* What you should do
Please return all of the entries below exactly as they are written.

Recorded data

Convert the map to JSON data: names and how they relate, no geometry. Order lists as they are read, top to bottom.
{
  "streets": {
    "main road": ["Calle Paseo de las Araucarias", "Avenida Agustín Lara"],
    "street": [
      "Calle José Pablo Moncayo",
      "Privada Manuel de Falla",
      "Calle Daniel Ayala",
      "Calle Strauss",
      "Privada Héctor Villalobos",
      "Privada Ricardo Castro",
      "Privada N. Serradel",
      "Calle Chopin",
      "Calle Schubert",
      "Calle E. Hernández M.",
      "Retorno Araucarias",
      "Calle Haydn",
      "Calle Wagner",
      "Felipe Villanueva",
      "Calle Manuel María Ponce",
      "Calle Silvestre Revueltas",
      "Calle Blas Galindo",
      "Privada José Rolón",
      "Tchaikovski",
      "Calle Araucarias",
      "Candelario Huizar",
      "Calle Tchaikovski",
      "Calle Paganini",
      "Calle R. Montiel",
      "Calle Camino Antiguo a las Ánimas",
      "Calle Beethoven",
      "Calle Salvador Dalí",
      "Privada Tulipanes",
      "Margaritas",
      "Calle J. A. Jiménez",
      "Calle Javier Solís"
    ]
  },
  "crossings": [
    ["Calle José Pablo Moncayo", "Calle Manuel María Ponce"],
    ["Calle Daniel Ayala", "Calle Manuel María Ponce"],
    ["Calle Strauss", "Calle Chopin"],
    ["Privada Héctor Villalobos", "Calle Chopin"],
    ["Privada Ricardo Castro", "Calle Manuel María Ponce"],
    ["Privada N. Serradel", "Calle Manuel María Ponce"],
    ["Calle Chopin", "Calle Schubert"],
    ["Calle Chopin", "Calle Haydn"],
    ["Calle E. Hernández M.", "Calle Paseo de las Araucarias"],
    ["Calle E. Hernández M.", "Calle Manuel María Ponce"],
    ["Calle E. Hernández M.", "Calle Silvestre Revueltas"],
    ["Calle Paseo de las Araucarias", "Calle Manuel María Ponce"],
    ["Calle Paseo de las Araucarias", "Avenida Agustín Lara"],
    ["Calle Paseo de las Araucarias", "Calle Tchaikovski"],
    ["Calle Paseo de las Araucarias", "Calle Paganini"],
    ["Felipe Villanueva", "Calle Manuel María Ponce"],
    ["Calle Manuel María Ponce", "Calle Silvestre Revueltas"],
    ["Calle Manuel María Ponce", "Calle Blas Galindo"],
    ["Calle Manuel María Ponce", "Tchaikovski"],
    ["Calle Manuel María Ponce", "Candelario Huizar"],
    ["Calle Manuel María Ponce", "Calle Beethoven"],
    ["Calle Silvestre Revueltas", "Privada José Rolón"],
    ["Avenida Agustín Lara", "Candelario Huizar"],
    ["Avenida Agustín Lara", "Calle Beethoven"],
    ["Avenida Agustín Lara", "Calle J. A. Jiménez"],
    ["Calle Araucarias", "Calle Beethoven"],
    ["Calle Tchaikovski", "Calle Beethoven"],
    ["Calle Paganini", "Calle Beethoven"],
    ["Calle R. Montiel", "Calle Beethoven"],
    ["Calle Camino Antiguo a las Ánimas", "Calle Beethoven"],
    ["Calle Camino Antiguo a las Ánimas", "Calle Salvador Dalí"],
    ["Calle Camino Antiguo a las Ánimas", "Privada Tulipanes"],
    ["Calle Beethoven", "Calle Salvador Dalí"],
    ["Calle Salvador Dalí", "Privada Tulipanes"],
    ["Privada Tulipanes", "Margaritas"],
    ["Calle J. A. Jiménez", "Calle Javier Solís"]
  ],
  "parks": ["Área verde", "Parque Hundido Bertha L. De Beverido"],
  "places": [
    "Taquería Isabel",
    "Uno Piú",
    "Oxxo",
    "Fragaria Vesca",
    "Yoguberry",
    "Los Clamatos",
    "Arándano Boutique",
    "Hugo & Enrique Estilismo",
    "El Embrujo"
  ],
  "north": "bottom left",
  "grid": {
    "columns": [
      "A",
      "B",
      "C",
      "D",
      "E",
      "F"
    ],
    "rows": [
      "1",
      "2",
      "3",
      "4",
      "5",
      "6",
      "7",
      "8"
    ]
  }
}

* Response for this exercise
Convert the map to JSON data: names and how they relate, no geometry. Order lists as they are read, top to bottom.
{
  "streets": {
    "main road": ["Calle Paseo de las Araucarias", "Avenida Agustín Lara"],
    "street": [
      "Calle José Pablo Moncayo",
      "Privada Manuel de Falla",
      "Calle Daniel Ayala",
      "Calle Strauss",
      "Privada Héctor Villalobos",
      "Privada Ricardo Castro",
      "Privada N. Serradel",
      "Calle Chopin",
      "Calle Schubert",
      "Calle E. Hernández M.",
      "Retorno Araucarias",
      "Calle Haydn",
      "Calle Wagner",
      "Felipe Villanueva",
      "Calle Manuel María Ponce",
      "Calle Silvestre Revueltas",
      "Calle Blas Galindo",
      "Privada José Rolón",
      "Tchaikovski",
      "Calle Araucarias",
      "Candelario Huizar",
      "Calle Tchaikovski",
      "Calle Paganini",
      "Calle R. Montiel",
      "Calle Camino Antiguo a las Ánimas",
      "Calle Beethoven",
      "Calle Salvador Dalí",
      "Privada Tulipanes",
      "Margaritas",
      "Calle J. A. Jiménez",
      "Calle Javier Solís"
    ]
  },
  "crossings": [
    ["Calle José Pablo Moncayo", "Calle Manuel María Ponce"],
    ["Calle Daniel Ayala", "Calle Manuel María Ponce"],
    ["Calle Strauss", "Calle Chopin"],
    ["Privada Héctor Villalobos", "Calle Chopin"],
    ["Privada Ricardo Castro", "Calle Manuel María Ponce"],
    ["Privada N. Serradel", "Calle Manuel María Ponce"],
    ["Calle Chopin", "Calle Schubert"],
    ["Calle Chopin", "Calle Haydn"],
    ["Calle E. Hernández M.", "Calle Paseo de las Araucarias"],
    ["Calle E. Hernández M.", "Calle Manuel María Ponce"],
    ["Calle E. Hernández M.", "Calle Silvestre Revueltas"],
    ["Calle Paseo de las Araucarias", "Calle Manuel María Ponce"],
    ["Calle Paseo de las Araucarias", "Avenida Agustín Lara"],
    ["Calle Paseo de las Araucarias", "Calle Tchaikovski"],
    ["Calle Paseo de las Araucarias", "Calle Paganini"],
    ["Felipe Villanueva", "Calle Manuel María Ponce"],
    ["Calle Manuel María Ponce", "Calle Silvestre Revueltas"],
    ["Calle Manuel María Ponce", "Calle Blas Galindo"],
    ["Calle Manuel María Ponce", "Tchaikovski"],
    ["Calle Manuel María Ponce", "Candelario Huizar"],
    ["Calle Manuel María Ponce", "Calle Beethoven"],
    ["Calle Silvestre Revueltas", "Privada José Rolón"],
    ["Avenida Agustín Lara", "Candelario Huizar"],
    ["Avenida Agustín Lara", "Calle Beethoven"],
    ["Avenida Agustín Lara", "Calle J. A. Jiménez"],
    ["Calle Araucarias", "Calle Beethoven"],
    ["Calle Tchaikovski", "Calle Beethoven"],
    ["Calle Paganini", "Calle Beethoven"],
    ["Calle R. Montiel", "Calle Beethoven"],
    ["Calle Camino Antiguo a las Ánimas", "Calle Beethoven"],
    ["Calle Camino Antiguo a las Ánimas", "Calle Salvador Dalí"],
    ["Calle Camino Antiguo a las Ánimas", "Privada Tulipanes"],
    ["Calle Beethoven", "Calle Salvador Dalí"],
    ["Calle Salvador Dalí", "Privada Tulipanes"],
    ["Privada Tulipanes", "Margaritas"],
    ["Calle J. A. Jiménez", "Calle Javier Solís"]
  ],
  "parks": ["Área verde", "Parque Hundido Bertha L. De Beverido"],
  "places": [
    "Taquería Isabel",
    "Uno Piú",
    "Oxxo",
    "Fragaria Vesca",
    "Yoguberry",
    "Los Clamatos",
    "Arándano Boutique",
    "Hugo & Enrique Estilismo",
    "El Embrujo"
  ],
  "north": "bottom left",
  "grid": {
    "columns": [
      "A",
      "B",
      "C",
      "D",
      "E",
      "F"
    ],
    "rows": [
      "1",
      "2",
      "3",
      "4",
      "5",
      "6",
      "7",
      "8"
    ]
  }
}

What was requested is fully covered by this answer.